• How waiting time until eruption predicts eruption duration
• The OLS model, key diagnostics, and interpretation
• A quick look at model uncertainty and significance

Let \(x_i\) be waiting time and \(y_i\) be eruption duration.

\[ \hat{\beta}_{1} = \frac{\sum_{i=1}^{n}(x_i-\bar{x})(y_i-\bar{y})} {\sum_{i=1}^{n}(x_i-\bar{x})^2}, \quad \hat{\beta}_{0} = \bar{y} - \hat{\beta}_{1}\bar{x} \]

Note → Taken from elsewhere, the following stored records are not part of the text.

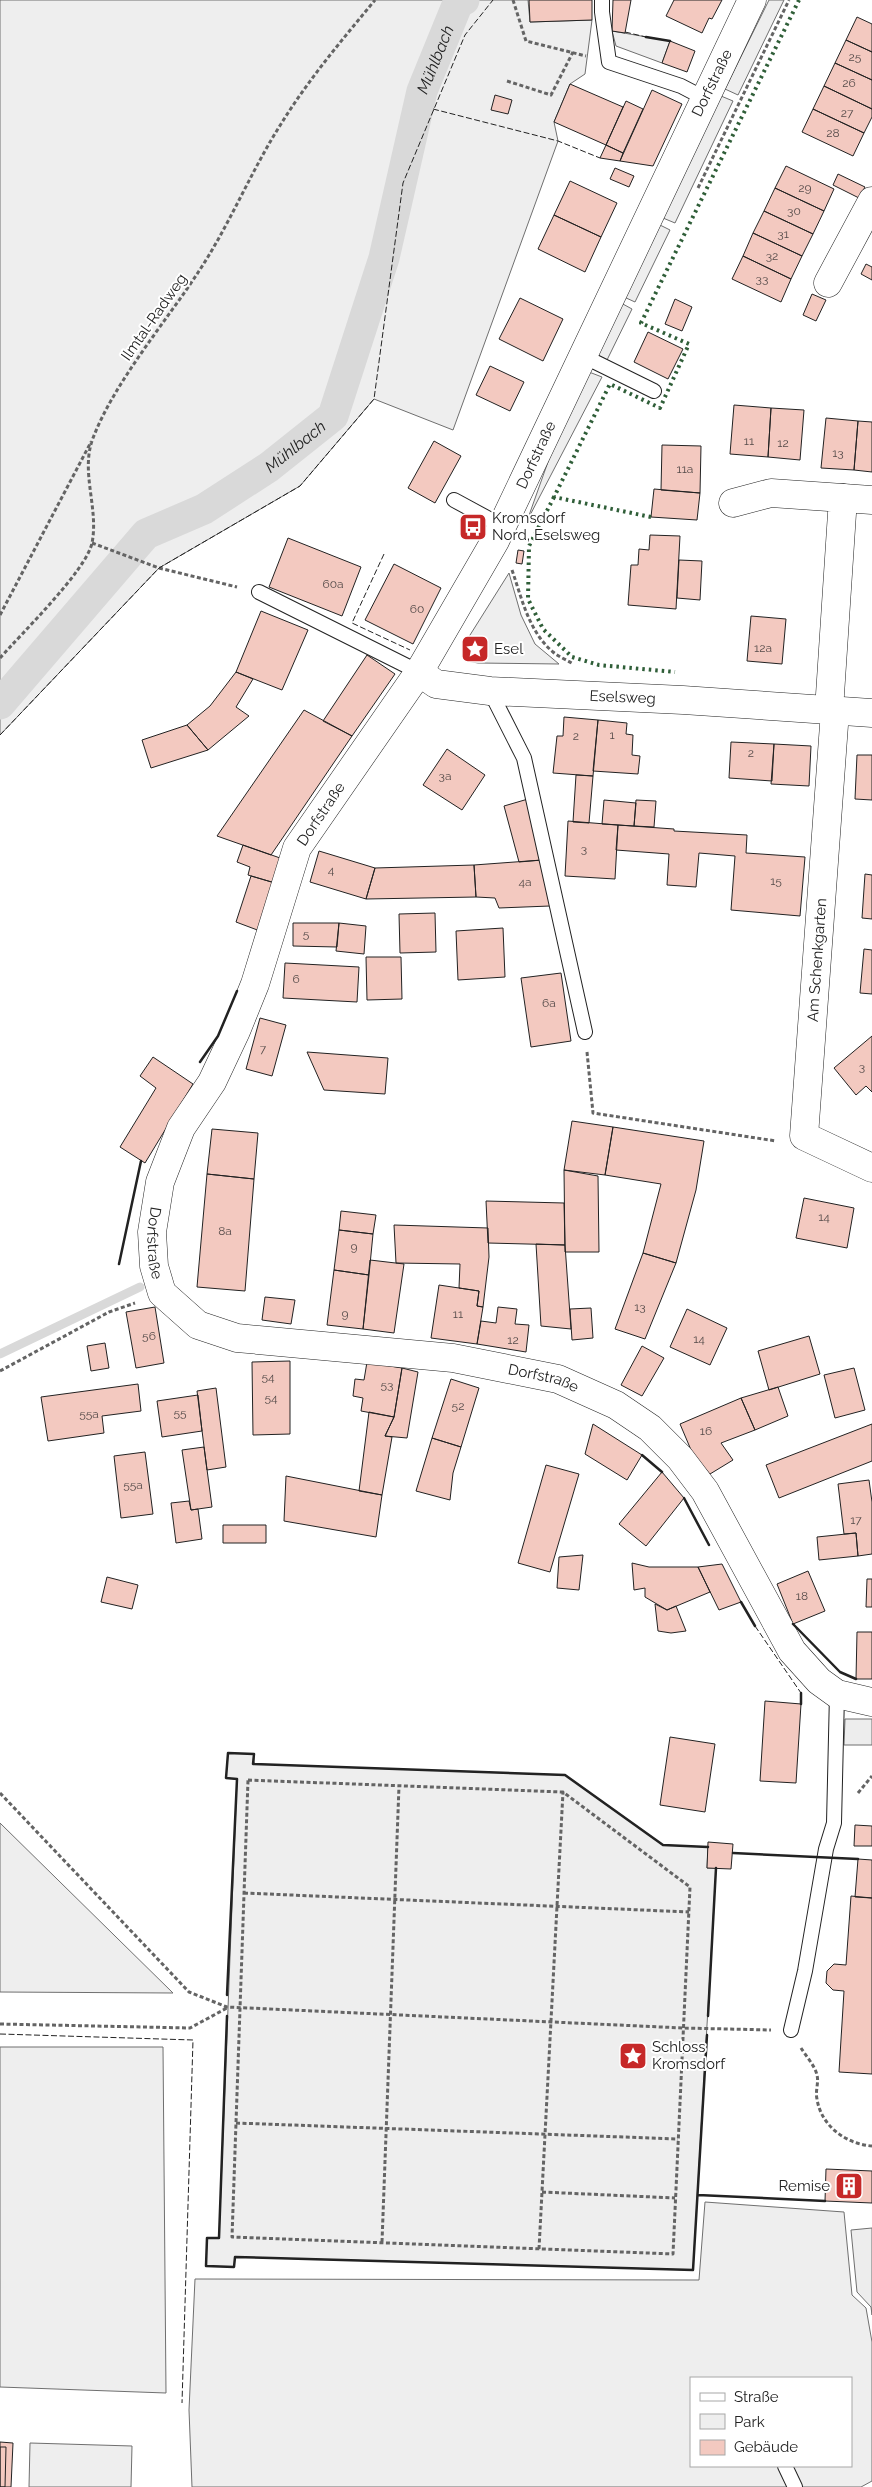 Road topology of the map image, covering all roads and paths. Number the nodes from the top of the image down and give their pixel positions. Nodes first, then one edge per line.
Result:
1 (375, 0) edge
2 (602, 0) edge
3 (752, 0) edge
4 (514, 1) edge
5 (573, 52) junction
6 (609, 62) junction
7 (507, 81) dead end
8 (704, 98) junction
9 (872, 202) edge
10 (828, 283) dead end
11 (583, 356) junction
12 (654, 391) dead end
13 (92, 440) junction
14 (843, 498) junction
15 (454, 500) dead end
16 (872, 500) edge
17 (733, 502) dead end
18 (502, 526) junction
19 (92, 543) junction
20 (510, 562) dead end
21 (259, 592) joint
22 (0, 615) edge
23 (0, 658) edge
24 (576, 668) dead end
25 (419, 672) junction
26 (490, 691) junction
27 (832, 710) junction
28 (872, 713) edge
29 (585, 1032) joint
30 (804, 1136) junction
31 (872, 1168) edge
32 (162, 1293) junction
33 (0, 1371) edge
34 (838, 1694) junction
35 (872, 1702) edge
36 (399, 1786) junction
37 (563, 1792) junction
38 (0, 1793) edge
39 (244, 1894) junction
40 (395, 1900) junction
41 (557, 1907) junction
42 (689, 1912) junction
43 (227, 2007) junction
44 (240, 2008) junction
45 (391, 2015) junction
46 (550, 2022) junction
47 (0, 2024) edge
48 (683, 2028) junction
49 (791, 2030) junction
50 (236, 2123) junction
51 (387, 2128) junction
52 (545, 2134) junction
53 (678, 2139) junction
54 (872, 2146) edge
55 (542, 2192) junction
56 (675, 2198) junction
57 (382, 2242) junction
58 (539, 2249) junction
59 (785, 2467) edge
60 (795, 2487) edge

1 - 13 path, Ilmtal-Radweg
2 - 6 lane
3 - 8 street, Dorfstraße
4 - 5 path
5 - 6 path
5 - 7 path
6 - 8 lane
8 - 11 street, Dorfstraße
9 - 10 street
11 - 12 lane
11 - 18 street, Dorfstraße
13 - 19 path, Ilmtal-Radweg
13 - 22 path
14 - 16 street
14 - 17 street
14 - 27 street
15 - 18 lane
18 - 25 street, Dorfstraße
19 - 21 path
19 - 23 path, Ilmtal-Radweg
20 - 24 path
21 - 25 lane
25 - 26 street, Eselsweg
25 - 32 street, Dorfstraße
26 - 27 street, Eselsweg
26 - 29 lane
27 - 28 street, Eselsweg
27 - 30 street, Am Schenkgarten
29 - 30 path
30 - 31 street
32 - 33 path
32 - 34 street, Dorfstraße
34 - 35 street, Dorfstraße
34 - 49 lane
36 - 37 path
36 - 39 path
36 - 40 path
37 - 41 path
37 - 42 path
38 - 43 path
39 - 40 path
39 - 44 path
40 - 41 path
40 - 45 path
41 - 42 path
41 - 46 path
42 - 48 path
43 - 44 path
43 - 47 path
44 - 45 path
44 - 50 path
45 - 46 path
45 - 51 path
46 - 48 path
46 - 52 path
48 - 49 path
48 - 53 path
49 - 54 path
50 - 51 path
50 - 57 path
51 - 52 path
51 - 57 path
52 - 53 path
52 - 55 path
53 - 56 path
55 - 56 path
55 - 58 path
56 - 58 path
57 - 58 path
59 - 60 lane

We test the null hypothesis against the alternative:

\[ H_{0} : \beta_{1} = 0 \quad \text{vs} \quad H_{a} : \beta_{1} \neq 0 \]

The test statistic is:

\[ t = \frac{\hat{\beta}_{1}}{\operatorname{SE}(\hat{\beta}_{1})} \sim t_{n-2} \]

And the confidence interval for the slope is:

\[ \hat{\beta}_{1} \; \pm \; t_{0.975,\,n-2} \cdot \operatorname{SE}(\hat{\beta}_{1}) \]

p_scatter <- ggplot(df, aes(waiting, eruptions)) +
  geom_point() +
  geom_smooth(method = "lm", se = TRUE) +
  labs(title = "Old Faithful: Eruption Duration vs Waiting Time",
       x = "Waiting Time (minutes)",
       y = "Eruption Duration (minutes)")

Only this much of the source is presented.